Steel Framework of the Flatiron Building,
New York City
The United States Steel Corporation is the largest combination of capital in the world. It was organized in March, 1901, under the laws of New Jersey, for the manufacture and sale of steel products. This giant corporation was formed by the union of ten large corporations, each of which was, in turn, made up of smaller companies. Its total capitalization is $1,404,000,000, or one half of all the money in the United States. Its property consists of 149 steel works, with an annual capacity of 9,000,000 tons; 18,000 coke furnaces; over 100,000 acres of land; and 125 lake vessels and several small railroads. The Corporation employs over 150,000 men, to whom it pays in Wages annually over $120,000,000.
When on a wet morning one puts on rubbers and a rain coat, one scarcely wonders about the history of the articles that give so much protection and comfort. The story of rubber is an interesting one. The substance at first was called "elastic gum." About 1770 it was discovered that the gum would rub out lead pencil marks. It was imported into Great Britain and sold for this purpose, and because of this property its name was changed to rubber. The correct name of the material now is caoutchouc, though its common name is India-rubber or simply rubber. It is obtained from the sap of certain tropical trees and shrubs. The best quality of rubber comes from Brazil, though supplies are procured from other parts of South America, from Central America, the West Indies, Africa, and parts of tropical Asia.
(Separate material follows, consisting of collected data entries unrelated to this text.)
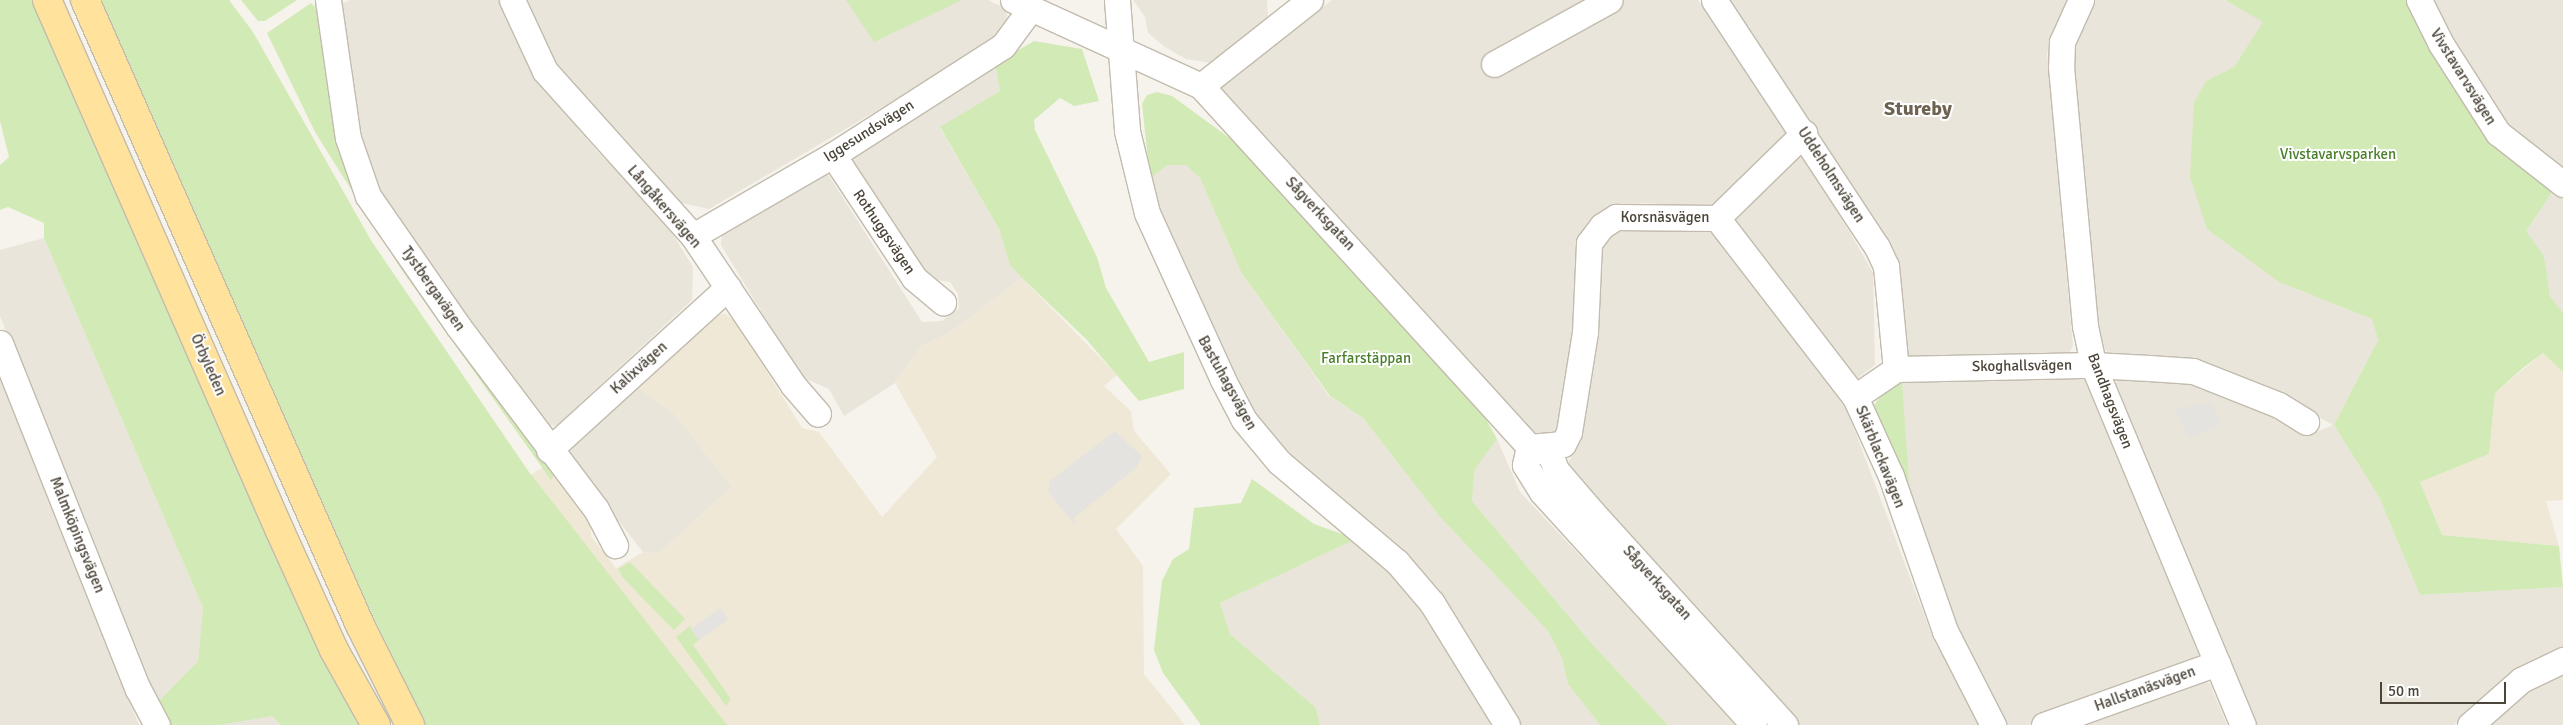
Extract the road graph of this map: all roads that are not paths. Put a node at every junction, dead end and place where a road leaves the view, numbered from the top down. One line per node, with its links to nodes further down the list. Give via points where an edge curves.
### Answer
1 (48, 0): 35 (main road, Örbyleden, via 284,541 334,650)
2 (84, 0): 36 (main road, via 324,545)
3 (329, 0): 30 (street, Tystbergavägen, via 348,138 368,196)
4 (512, 0): 20 (street, Långåkersvägen, via 545,71)
5 (1117, 0): 13 (street)
6 (1310, 0): 12 (street)
7 (1610, 0): 14 (street)
8 (1714, 0): 16 (street, Uddeholmsvägen)
9 (2081, 0): 24 (street, Bandhagsvägen, via 2062,42 2061,67 2085,326)
10 (2419, 0): 18 (street, Vivstavarvsvägen, via 2441,44 2498,133)
11 (1022, 4): 13 (street, Sågverksgatan); 17 (street, Iggesundsvägen, via 1002,46)
12 (1284, 9): 15 (street)
13 (1117, 47): 15 (street, Sågverksgatan); 37 (street, Bastuhagsvägen, via 1126,131 1147,213 1205,346 1244,420 1279,462 1397,562 1432,603)
14 (1494, 64)
15 (1200, 86): 29 (street, Sågverksgatan)
16 (1804, 133): 19 (street, Korsnäsvägen); 25 (street, Uddeholmsvägen, via 1886,266)
17 (833, 155): 20 (street, Iggesundsvägen); 22 (street, Rothuggsvägen, via 914,278)
18 (2563, 184)
19 (1717, 218): 26 (street, Skärblackavägen); 29 (street, Korsnäsvägen, via 1616,217 1602,226 1589,243 1585,332 1570,432 1563,444)
20 (693, 236): 21 (street, Långåkersvägen)
21 (728, 287): 27 (street, Långåkersvägen, via 793,385); 30 (street, Kalixvägen)
22 (943, 302)
23 (0, 343): 34 (street, Malmköpingsvägen, via 138,689)
24 (2093, 365): 25 (street, Skoghallsvägen); 28 (street, Skoghallsvägen, via 2193,371 2279,405); 33 (street, Bandhagsvägen)
25 (1896, 370): 26 (street)
26 (1855, 397): 40 (street, Skärblackavägen, via 1891,476 1945,631)
27 (818, 414)
28 (2306, 422)
29 (1529, 447): 38 (street, Sågverksgatan, via 1525,465 1542,492); 39 (street, Sågverksgatan, via 1550,454 1556,470 1593,513)
30 (549, 450): 31 (street, Tystbergavägen, via 596,509)
31 (615, 545)
32 (2563, 660): 43 (street, via 2521,680)
33 (2217, 663): 41 (street, Hallstanäsvägen); 42 (street, Bandhagsvägen)
34 (158, 725)
35 (376, 725)
36 (410, 725)
37 (1507, 725)
38 (1754, 725)
39 (1785, 725)
40 (1992, 725)
41 (2044, 725)
42 (2244, 725)
43 (2470, 725)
The details of collecting the sap and preparing it for market vary somewhat according to locality and the nature of the trees or shrubs from which it comes. In the region of the Amazon, when the sap is to be obtained from a tree, cuts are made each morning in the bark. The milky sap that exudes is collected in little tin or clay cups fastened to the trunk. At the end of about ten hours these cups are emptied into larger ones, and on the morning of the following day new incisions are made in each tree, about eight inches below the old ones. This process is continued until incisions have been made in the bark from a height of about six feet down to the ground; the lower down on the trunk of the tree, the better is the quality of the sap. For the evaporation of the sap, a fire is built of material yielding dense volumes of smoke. Workmen dip wooden paddles into the liquid and hold them in the smoke until the sap solidifies and acquires a slightly yellow tinge. They repeat the process of dipping the paddle into the sap and holding it in the smoke, until the paddle is covered with a layer of the dried gum about an inch and a half in thickness. This layer is then removed from the paddle and hung up to dry; and the process of evaporation is commenced anew. The raw material, which is an elastic, yellowish, gum-like substance, is sent away to be vulcanized. From the vulcanized product are made the rubber goods of commerce.
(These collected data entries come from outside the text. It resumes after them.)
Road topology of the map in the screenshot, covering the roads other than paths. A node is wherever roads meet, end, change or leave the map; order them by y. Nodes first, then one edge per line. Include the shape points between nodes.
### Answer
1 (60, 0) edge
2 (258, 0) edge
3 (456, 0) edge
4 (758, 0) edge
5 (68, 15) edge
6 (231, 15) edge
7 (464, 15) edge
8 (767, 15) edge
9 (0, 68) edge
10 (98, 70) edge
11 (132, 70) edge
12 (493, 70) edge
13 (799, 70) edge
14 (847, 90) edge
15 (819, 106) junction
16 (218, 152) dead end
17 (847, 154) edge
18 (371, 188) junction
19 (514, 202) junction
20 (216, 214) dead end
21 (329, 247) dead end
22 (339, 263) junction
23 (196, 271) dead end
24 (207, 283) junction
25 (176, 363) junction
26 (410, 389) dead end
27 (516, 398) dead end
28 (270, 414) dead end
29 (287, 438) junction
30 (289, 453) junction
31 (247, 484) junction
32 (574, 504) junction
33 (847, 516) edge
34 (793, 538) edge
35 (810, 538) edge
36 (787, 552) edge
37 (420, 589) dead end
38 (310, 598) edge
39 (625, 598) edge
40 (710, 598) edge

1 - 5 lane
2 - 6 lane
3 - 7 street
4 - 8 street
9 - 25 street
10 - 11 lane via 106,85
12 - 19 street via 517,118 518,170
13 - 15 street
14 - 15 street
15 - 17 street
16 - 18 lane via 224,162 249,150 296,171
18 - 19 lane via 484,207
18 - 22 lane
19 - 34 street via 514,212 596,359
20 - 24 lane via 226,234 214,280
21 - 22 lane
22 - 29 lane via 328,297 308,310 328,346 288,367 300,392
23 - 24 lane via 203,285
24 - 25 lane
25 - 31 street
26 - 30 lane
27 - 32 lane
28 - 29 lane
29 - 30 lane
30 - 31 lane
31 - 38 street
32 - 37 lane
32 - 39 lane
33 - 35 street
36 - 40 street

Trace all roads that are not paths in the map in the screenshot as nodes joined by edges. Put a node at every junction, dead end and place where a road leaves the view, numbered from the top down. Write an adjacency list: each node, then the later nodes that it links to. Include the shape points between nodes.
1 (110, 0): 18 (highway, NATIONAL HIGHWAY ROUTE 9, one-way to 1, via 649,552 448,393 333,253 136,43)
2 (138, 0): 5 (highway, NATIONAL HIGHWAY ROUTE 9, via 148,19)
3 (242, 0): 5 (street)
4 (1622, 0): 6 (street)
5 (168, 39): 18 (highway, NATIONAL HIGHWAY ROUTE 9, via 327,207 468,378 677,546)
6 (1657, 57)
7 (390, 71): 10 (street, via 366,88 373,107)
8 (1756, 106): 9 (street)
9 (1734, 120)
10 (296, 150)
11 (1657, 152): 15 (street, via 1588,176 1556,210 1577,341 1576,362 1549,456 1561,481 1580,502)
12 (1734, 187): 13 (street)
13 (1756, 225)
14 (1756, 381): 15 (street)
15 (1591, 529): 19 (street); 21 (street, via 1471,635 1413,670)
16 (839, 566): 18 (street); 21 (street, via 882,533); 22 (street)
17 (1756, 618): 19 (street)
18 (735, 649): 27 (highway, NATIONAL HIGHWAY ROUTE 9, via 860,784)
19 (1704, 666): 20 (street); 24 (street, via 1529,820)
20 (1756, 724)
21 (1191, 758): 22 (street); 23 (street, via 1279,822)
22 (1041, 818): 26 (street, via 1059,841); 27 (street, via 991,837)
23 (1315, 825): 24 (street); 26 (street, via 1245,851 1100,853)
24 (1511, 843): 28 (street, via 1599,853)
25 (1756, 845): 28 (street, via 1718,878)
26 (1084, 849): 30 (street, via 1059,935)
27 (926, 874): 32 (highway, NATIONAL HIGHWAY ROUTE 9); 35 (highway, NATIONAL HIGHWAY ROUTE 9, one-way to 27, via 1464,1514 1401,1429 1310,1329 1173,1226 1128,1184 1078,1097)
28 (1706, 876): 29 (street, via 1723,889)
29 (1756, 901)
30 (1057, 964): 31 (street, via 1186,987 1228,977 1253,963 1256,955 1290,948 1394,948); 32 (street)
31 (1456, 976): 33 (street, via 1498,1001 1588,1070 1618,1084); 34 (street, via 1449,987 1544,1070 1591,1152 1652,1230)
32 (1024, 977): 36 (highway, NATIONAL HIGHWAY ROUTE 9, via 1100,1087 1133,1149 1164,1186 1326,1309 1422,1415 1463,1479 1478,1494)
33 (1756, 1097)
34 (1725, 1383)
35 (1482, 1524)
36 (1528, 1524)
As far back as 1615 A.D. the Spaniards used rubber for waxing canvas cloaks so as to make them water-proof. But it was not until two centuries later that caoutchouc began to attract general attention. Charles Goodyear, an American inventor, found a way for making it commonly useful, and brought about its practical and widespread utility.
The story of Goodyear's life is pathetically interesting. He was born in New Haven, Connecticut, December 29, 1800. His father was Amasa Goodyear, a pioneer hardware manufacturer, from whom the son inherited much of his inventive ability. Charles Goodyear was educated in the schools of New Haven, and spent much of his time on his father's farm and in the factory, where the father manufactured steel implements and pearl buttons, the first ever made in America. The son intended to become a preacher, but obstacles arose and he abandoned his purpose. Though he was not to minister to man's spiritual needs, yet he was to bring to the race a material blessing of great value.
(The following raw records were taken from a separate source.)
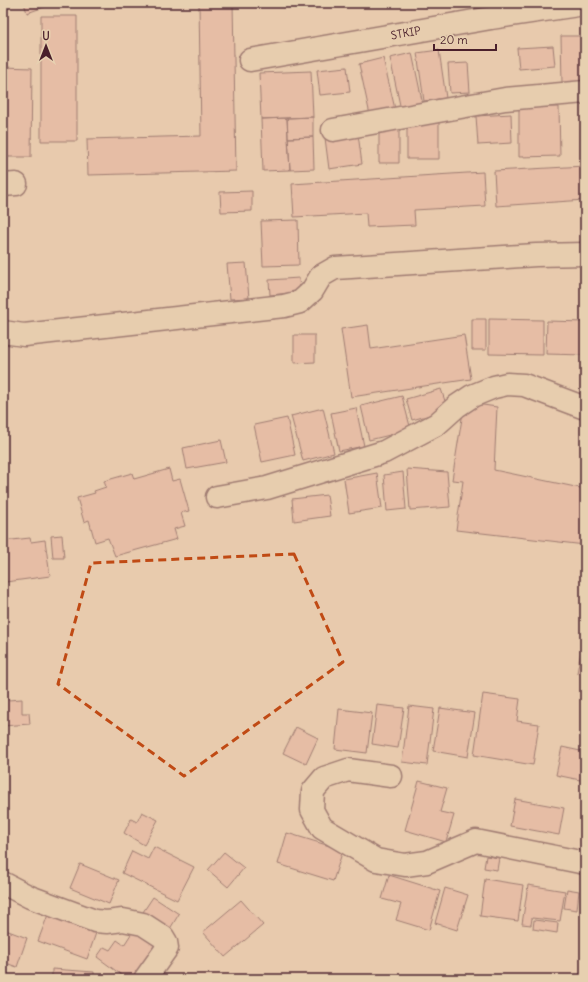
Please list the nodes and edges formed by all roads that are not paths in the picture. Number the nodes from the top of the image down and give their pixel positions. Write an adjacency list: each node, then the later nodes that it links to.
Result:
1 (585, 4): 2 (street, STKIP)
2 (489, 11): 3 (street, STKIP)
3 (250, 60)
4 (585, 92): 5 (street)
5 (333, 130)
6 (585, 254): 7 (street)
7 (3, 332)
8 (585, 408): 9 (street)
9 (217, 497)
10 (391, 776): 11 (street)
11 (585, 864)
12 (3, 883): 13 (street)
13 (145, 979)

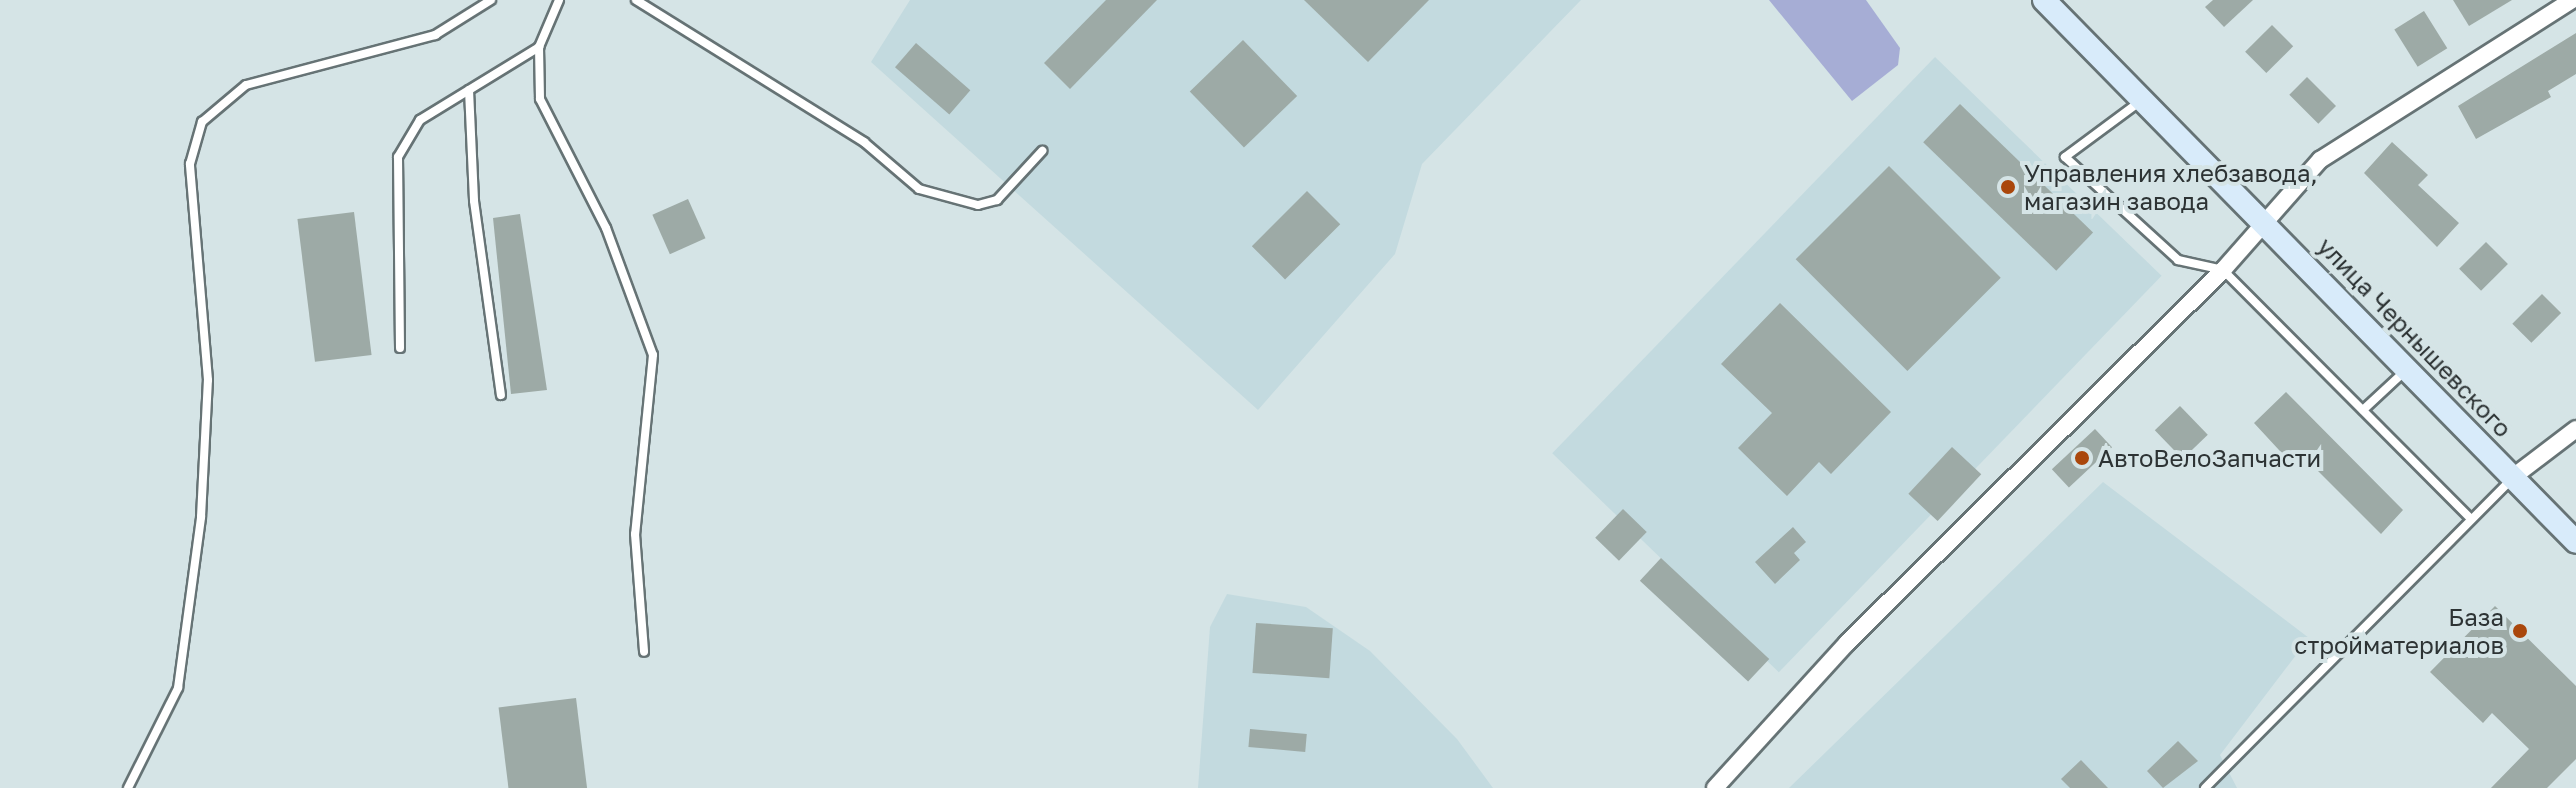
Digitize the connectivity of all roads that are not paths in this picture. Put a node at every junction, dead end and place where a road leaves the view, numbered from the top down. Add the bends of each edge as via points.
1 (491, 0) edge
2 (559, 0) edge
3 (636, 0) edge
4 (2044, 0) edge
5 (2572, 0) edge
6 (539, 47) junction
7 (469, 90) junction
8 (2143, 99) junction
9 (1042, 151) dead end
10 (2268, 222) junction
11 (2223, 270) junction
12 (400, 348) dead end
13 (2409, 366) junction
14 (501, 395) dead end
15 (2363, 410) junction
16 (2576, 429) edge
17 (2513, 477) junction
18 (2469, 517) junction
19 (2576, 542) edge
20 (644, 652) dead end
21 (128, 788) edge
22 (1715, 788) edge
23 (2205, 788) edge

1 - 21 lane via 435,35 246,85 202,122 190,164 208,380 201,517 178,688
2 - 6 lane
3 - 9 lane via 864,142 919,189 978,205 997,200
4 - 8 main road, улица Чернышевского
5 - 10 street via 2320,160
6 - 7 lane
6 - 20 lane via 540,99 606,228 653,355 635,534
7 - 12 lane via 420,120 398,157
7 - 14 lane via 474,201
8 - 10 main road, улица Чернышевского
8 - 11 lane via 2065,157 2178,260
10 - 11 street
10 - 13 main road, улица Чернышевского
11 - 15 lane
11 - 22 street via 1847,643
13 - 15 lane
13 - 17 main road, улица Чернышевского
15 - 18 lane
16 - 17 street
17 - 18 lane
17 - 19 main road, улица Чернышевского
18 - 23 lane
Goodyear entered into the hardware business with his father in Connecticut and at Philadelphia, but their business failed. During the ten years extending from 1830 to 1840 he was frequently imprisoned for debt. All this time he was working to perfect unfinished inventions in order that his creditors might be paid.
While a boy on his father's farm, he one day picked up a scale of rubber peeled from a bottle, and conceived the notion that this substance could be turned into a most useful material if it were made uniformly thin and prepared in such way as to prevent its melting and sticking together in a solid mass. When he was first imprisoned for debt, the use of rubber was attracting general attention. He became strongly interested in finding a way for making the article more useful. The chief difficulty in treating rubber lay in its susceptibility to extremes of temperature; it melted in summer and became stiffened in winter. Strenuous effort had been expended in attempting to overcome this difficulty, but without success. Goodyear dedicated his energies to a solution of the problem. His experiments were conducted in Philadelphia, in New York, and in Massachusetts towns.
During this period he and his family lived literally from hand to mouth, and more than once subsisted upon what was virtually the charity of friends. Sometimes it was necessary to sell the children's books and articles of household furniture to drive the wolf of hunger from the door. Much of his experimentation was carried on in prison, with no encouragement from any source to cheer him on. At times his hopes arose as victory seemed near; they soon fell, as what he had mistaken for triumph proved to be defeat. He became the butt of those who did not share his own constant faith in the ultimate success of his labors. He was calm in defeat, patient in ridicule, and always bore himself with magnificent fortitude.